好きとか嫌いとか、そんな感情シャドバにはない。あるはずがない。ヒイロ、僕にとってシャドバは道具でしかないんだよ。

 冒頭で見た通り、ルシアは「退屈なバトル」と「退屈ではないバトル」の存在を自覚しているので、この発言は視聴者からするとダウトなんですよね。ちょっとぐらい楽しいと思っているでしょ?ルシアくん。
 ヒイロが勝手に盛り上がっているのを、ルシアは無視してもよかったはずですが、突っかからずにはいられなかったご様子でした。何も考えていなさそうなヒイロに、「お前も同じだろ?」と言われたのが癪に障ったのでしょうか。オレはお前とは違って高尚な理由でシャドバを仕方なくやっているんだ!みたいな。

シャドバが好きかどうかなんて考えたこともない。シャドバが楽しいんじゃない、強くなったキミとバトルできるのが楽しいのさ。だって、強くなったキミを超えれば、僕はもっと強くなれる。強くなり続ければ、きっと…。

だから言っただろ、シャドバは僕にとって、ただの道具だ。強くなるための道具、願いを叶えるための道具。あるいは、キミもね。

 精神的な揺さぶりをかけたかったか、はたまたルシアも頭に血が上っていたのか、ちょっと意図はわかりません。ヒイロはかなり動揺しているので、効果はあったのでしょう。
 ルシアの発言を聞いて観客たちが怒り始めます。現代的な炎上を揶揄するような演出で面白かったですね。観客たちに直接被害があったわけではないのに、「全国大会に出場するからにはシャドバのことを愛して、一生懸命本気で打ち込んでいるべし」という自分たちの価値観を選手に押しつけ、それに当てはまらないルシアを攻撃しているのです。観客の気持ちはわからなくもないですが、それで大騒ぎするほどなのかと思ってしまうという、絶妙な塩梅の演出です。

でも、コイツは、ルシアはすごいヤツなんだ。ルシアはオレに悔しさを教えてくれた。ルシアはオレの目標になってくれた。ルシアがいてくれたから、オレはシャドバに真剣になれた、熱くなれた。心の底から楽しめるようになれたんだ。

 ヒイロは観客に呼びかけます。ヒイロの言い分は「コイツは口は悪いけどシャドバは上手い」ということなので、口が悪いこと自体を批判している観客側からすると答えになっていません。ただ、ヒイロ自身がいまこの場に立っていることや、シャドバを楽しくプレイできているのがそもそもルシアのおかげなのだと知らしめることで、ルシアのことを若干フォローしてあげようとしているのでしょう。ヒイロのその気持ちに、観客も若干のまれるわけですね。
 僕もシャドバをずっとやってきたからわかるのですが、こういう対人対戦ゲームって、本気でやらないと面白くないんですよね。
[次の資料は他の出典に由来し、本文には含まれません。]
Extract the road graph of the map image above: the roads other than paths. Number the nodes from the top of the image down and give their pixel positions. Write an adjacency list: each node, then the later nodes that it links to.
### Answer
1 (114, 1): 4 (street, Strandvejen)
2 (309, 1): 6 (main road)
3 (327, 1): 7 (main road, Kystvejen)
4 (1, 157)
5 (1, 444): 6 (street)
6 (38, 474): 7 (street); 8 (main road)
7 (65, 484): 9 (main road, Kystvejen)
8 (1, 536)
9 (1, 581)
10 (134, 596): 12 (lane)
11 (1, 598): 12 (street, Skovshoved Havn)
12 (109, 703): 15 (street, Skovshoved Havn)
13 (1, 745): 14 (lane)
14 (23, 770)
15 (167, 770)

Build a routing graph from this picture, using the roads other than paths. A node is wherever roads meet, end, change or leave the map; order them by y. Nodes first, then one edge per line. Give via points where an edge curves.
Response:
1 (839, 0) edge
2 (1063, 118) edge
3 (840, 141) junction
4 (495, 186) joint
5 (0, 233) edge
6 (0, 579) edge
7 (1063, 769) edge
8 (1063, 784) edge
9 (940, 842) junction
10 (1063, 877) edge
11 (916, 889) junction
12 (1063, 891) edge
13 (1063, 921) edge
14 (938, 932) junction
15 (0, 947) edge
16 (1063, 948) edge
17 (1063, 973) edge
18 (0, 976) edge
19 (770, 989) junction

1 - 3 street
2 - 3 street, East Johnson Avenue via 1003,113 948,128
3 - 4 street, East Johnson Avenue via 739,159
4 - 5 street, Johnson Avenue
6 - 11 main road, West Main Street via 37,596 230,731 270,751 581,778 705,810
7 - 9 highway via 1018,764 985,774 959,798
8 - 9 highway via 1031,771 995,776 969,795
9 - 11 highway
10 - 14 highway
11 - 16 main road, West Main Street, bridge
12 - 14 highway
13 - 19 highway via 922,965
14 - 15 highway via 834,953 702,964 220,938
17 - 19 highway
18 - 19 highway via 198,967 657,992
負けてもいいやという生半可な気持ちでやると虚しさしか残りません。ルシアに舐めプで勝たしてもらったことがとても悔しくて、心に火がつくということ自体はとても共感できることなんですよね。

ルシア、お前の気持ちはわかった。お前がシャドバを楽しんでいないことも、好きじゃないってこともわかったよ。だったら、今度は、オレがお前に教えてやる!シャドバの楽しさも、悔しさも全部!お前がオレに教えてくれたみたいに!

 このセリフは、このアニメのヒイロとルシアの対称性を際立たせるセリフです。主人公に敗北の味を教えたライバルに、こんどは主人公の側が楽しさを教えてあげるという美しい構図なわけです。敗北も必要ですが、楽しむことも必要ですからね。

楽しいとか悔しいとか、そんなのどうだっていいよ。僕にとって大切なのは、強くなること。強くなって、シオリの命を救うことだけだ。それ以外のすべてに興味なんてない。あるわけない。無駄だよヒイロ。キミの言葉は僕には届かない。さあ食らおうか、僕が望んだとおりに強くなった、キミを。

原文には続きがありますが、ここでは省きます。